Introdution to Dynamic Programming

Introduction

In this lecture, We are working with Planing means someone gives us how the environment works i.e. someone tells us rewards function and State probability transition

And we have MDPs means environment is fully observable.

Policy Evaluation

Now, we are given a policy $ \pi $ and our MDP = < S,A,P,R, $ \gamma $ >

and we need to find the value function for that policy

Now Acc. to Bellman expectation equation

$ v_{\pi}[s] = \sum \pi[a|s] * q_{\pi}[s, a] $

$ q_{\pi}[s, a] = R_s^a + \sum P^a_{s s^{'}} * v_{\pi}[s^{'}] $

$ v_{\pi}[s] = \sum \pi[a|s] * ( R_s^a + \sum P^a_{s s^{'}} * v_{\pi}[s^{'}]) $

Method - 1

we can find average reward function over our current policy, $ \pi $ , and average state transition probability over $ \pi $ then,

$ v_{\pi}[s] = R^{\pi}_s + \sum P^{\pi}_{ss^{'}} * v_{\pi}[s^{'}] $

Now, we can write the above equation in matrix form and then find value function, V, by using inversion of matrix.

Method - 2 :- Iterative Policy Evaluation

Here, we start with a random value function and improve it over many iteration by iteratively applying Bellman expectation equation.

$ v_{\pi}[s] = \sum \pi[a|s] * ( R_s^a + \sum P^a_{s s^{'}} * v_{\pi}[s^{'}]) $

Principle of optimality

It’s means that an optimal policy is one that

first take optimal action
and then follow optimal policy from successive state

A policy π(a|s) achieves the optimal value from state s, $ v_π(s) = v^∗(s) $, if and only if For any state s' reachable from s π achieves the optimal value from state s' i.e. $ v_π(s') = v∗(s') $

Policy Improvement Theorem

Let $\pi$ and $ \pi^{'} $ be two deterministic policy such that

$$ q_{\pi}(s,\pi^{'}[s]) >= v_{\pi}[s] $$

Then the policy π' must be as good as, or better than, π. i.e.

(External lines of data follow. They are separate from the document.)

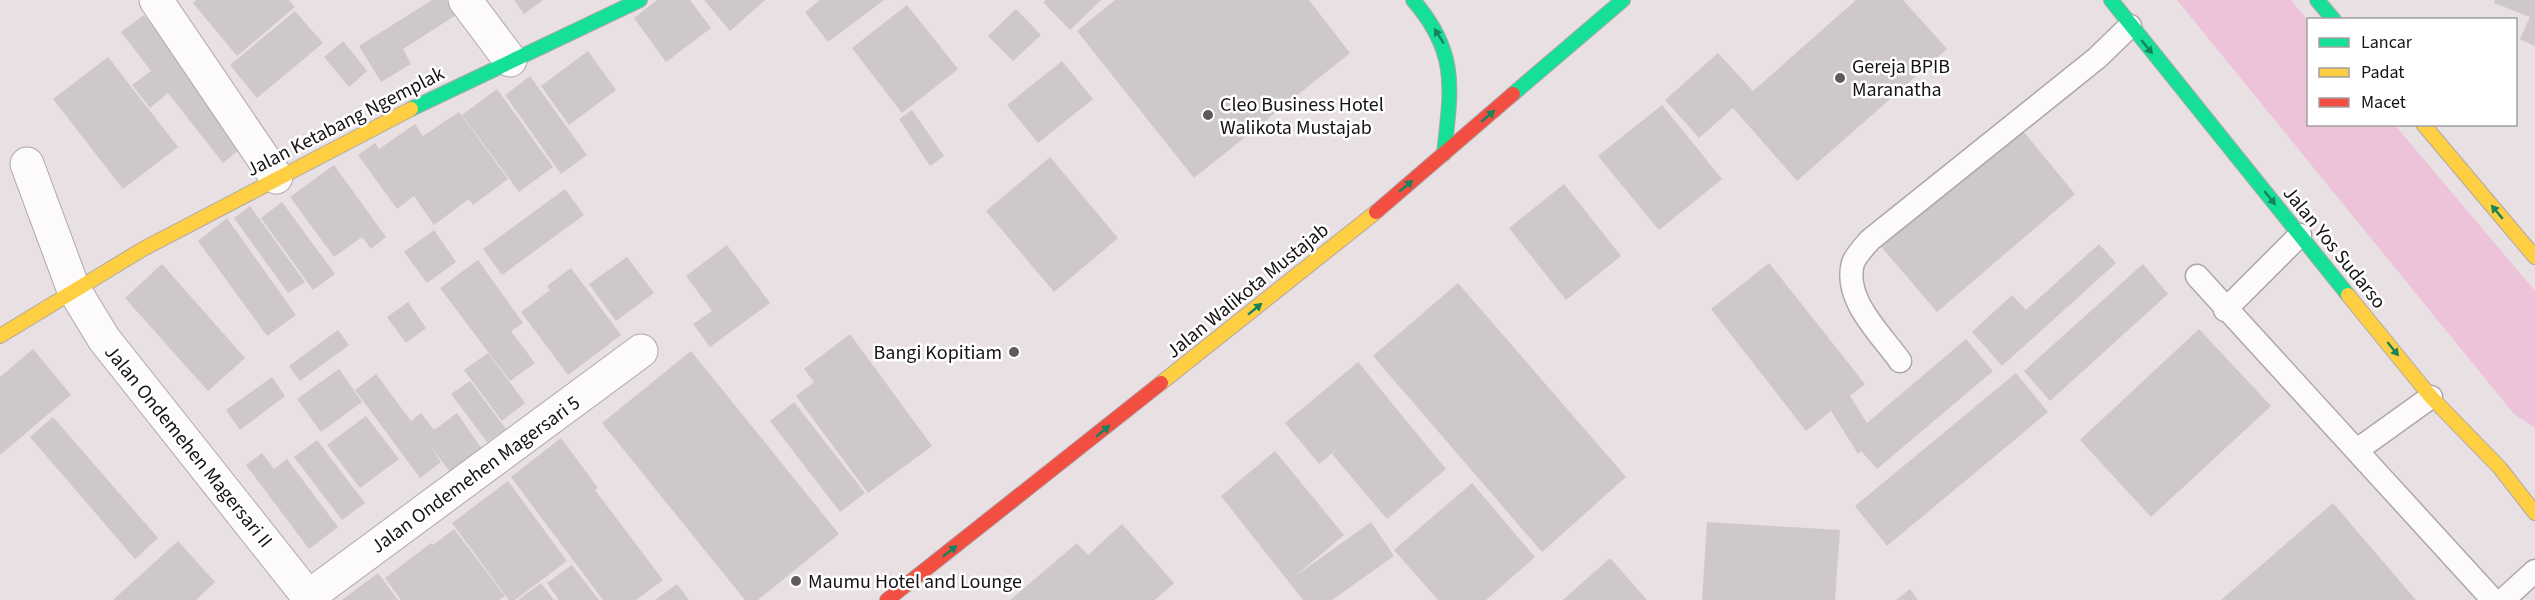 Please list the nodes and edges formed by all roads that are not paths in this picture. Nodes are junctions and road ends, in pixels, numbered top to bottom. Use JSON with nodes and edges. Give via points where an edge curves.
{"nodes":[{"id":1,"x":156,"y":0,"type":"edge"},
{"id":2,"x":465,"y":0,"type":"edge"},
{"id":3,"x":640,"y":0,"type":"edge"},
{"id":4,"x":1432,"y":0,"type":"edge"},
{"id":5,"x":1623,"y":0,"type":"edge"},
{"id":6,"x":2111,"y":0,"type":"edge"},
{"id":7,"x":2317,"y":0,"type":"edge"},
{"id":8,"x":1415,"y":2,"type":"edge"},
{"id":9,"x":2332,"y":18,"type":"edge"},
{"id":10,"x":2130,"y":26,"type":"junction"},
{"id":11,"x":510,"y":60,"type":"junction"},
{"id":12,"x":2425,"y":126,"type":"edge"},
{"id":13,"x":1444,"y":154,"type":"junction"},
{"id":14,"x":27,"y":164,"type":"dead end"},
{"id":15,"x":276,"y":177,"type":"junction"},
{"id":16,"x":2300,"y":235,"type":"junction"},
{"id":17,"x":2535,"y":257,"type":"edge"},
{"id":18,"x":2197,"y":276,"type":"dead end"},
{"id":19,"x":73,"y":288,"type":"junction"},
{"id":20,"x":2225,"y":310,"type":"junction"},
{"id":21,"x":0,"y":336,"type":"edge"},
{"id":22,"x":641,"y":351,"type":"dead end"},
{"id":23,"x":1900,"y":361,"type":"dead end"},
{"id":24,"x":2431,"y":397,"type":"junction"},
{"id":25,"x":2357,"y":450,"type":"junction"},
{"id":26,"x":2535,"y":513,"type":"edge"},
{"id":27,"x":2535,"y":571,"type":"edge"},
{"id":28,"x":310,"y":598,"type":"edge"},
{"id":29,"x":887,"y":600,"type":"edge"},
{"id":30,"x":2493,"y":600,"type":"edge"},
{"id":31,"x":2503,"y":600,"type":"edge"}],
"edges":[{"from":1,"to":15,"type":"street"},
{"from":2,"to":11,"type":"street"},
{"from":3,"to":11,"type":"main road","name":"Jalan Ketabang Ngemplak"},
{"from":4,"to":8,"type":"main road"},
{"from":13,"to":5,"type":"main road","name":"Jalan Walikota Mustajab","one_way":true},
{"from":6,"to":10,"type":"main road","name":"Jalan Yos Sudarso"},
{"from":7,"to":9,"type":"main road"},
{"from":13,"to":8,"type":"main road","one_way":true,"via":[[1451,79],[1444,43]]},
{"from":10,"to":16,"type":"main road","name":"Jalan Yos Sudarso","one_way":true},
{"from":10,"to":23,"type":"lane","via":[[2097,58],[1870,240],[1854,260],[1850,281],[1856,300]]},
{"from":11,"to":15,"type":"main road","name":"Jalan Ketabang Ngemplak"},
{"from":17,"to":12,"type":"main road","one_way":true},
{"from":29,"to":13,"type":"main road","name":"Jalan Walikota Mustajab","one_way":true},
{"from":14,"to":19,"type":"street","name":"Jalan Ondemehen Magersari II"},
{"from":15,"to":19,"type":"main road","name":"Jalan Ketabang Ngemplak"},
{"from":16,"to":20,"type":"lane"},
{"from":16,"to":24,"type":"main road","name":"Jalan Yos Sudarso","one_way":true},
{"from":18,"to":20,"type":"lane"},
{"from":19,"to":21,"type":"main road","name":"Jalan Ketabang Ngemplak"},
{"from":19,"to":28,"type":"street","name":"Jalan Ondemehen Magersari II","via":[[104,339]]},
{"from":20,"to":25,"type":"lane"},
{"from":22,"to":28,"type":"street","name":"Jalan Ondemehen Magersari 5"},
{"from":24,"to":25,"type":"lane"},
{"from":24,"to":26,"type":"main road","name":"Jalan Yos Sudarso","via":[[2500,468]]},
{"from":25,"to":30,"type":"lane"},
{"from":27,"to":31,"type":"lane"}]}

$ v_{\pi^{'}}[s] >= v_{\pi} $ for all state s

Policy Improvement

Here, we are given a policy and we need to improve it or from given policy we need to find optimal policy and corresponding value function.

We evaluate the current policy, $ \pi $, and find state value function using Iterativer policy evaluation and then greedily update our policy.

$ \pi^{'} = greedy(v_{\pi}) $
This process always converges to $ \pi_{*} $

by greedy we mean that we will choose action/state which will lead to maximum value function (action or state)

Let $ \pi $ be a deterministic policy

$ \pi^{'}[s] = max_{a} q_{\pi}[a|s] $

We can prove this will always be $ \pi^{'}[s] $ will always be better than $ \pi $

and

After several interation we will converge on $ \pi^{*} $

** we may also stop after some K iterative of policy improvement steps knows as k - convergence of value function **

Value Interation

Idea is we know the value funciton forany state then we can use Bellman optimality equation to get optimal value funtion to its preceding state.

Intition is to start from final/terminating state and work backwords.

$ V_*[s] = max_a(R_s^a + \sum P^a_{ss'} * V[s'] ) $

It can also be proven that it will also convege to optimal policy

Notice that here intermediate value function do not have any meaning means there may not exist a policy that will give a particular intermediate value function

Asynchronous DP

In Synchronous Dp we update all state value function at once, But in asynchronous DP we update individual states value function.

Helps to reduce commutation speed.

Will still lead to convergence if all states are choosen

In-place DP

Just keep updating on the go.

Priority based DP

Select state to update based on it’s priority.

Priority can be defined as the Bellman error.

$ error/priority = abs( max_a(R_s^a + \sum P^a_{ss'} * V[s'] ) -v[s]) $

Real Time DP

Get a real agent in the environment and update each state once it is visited.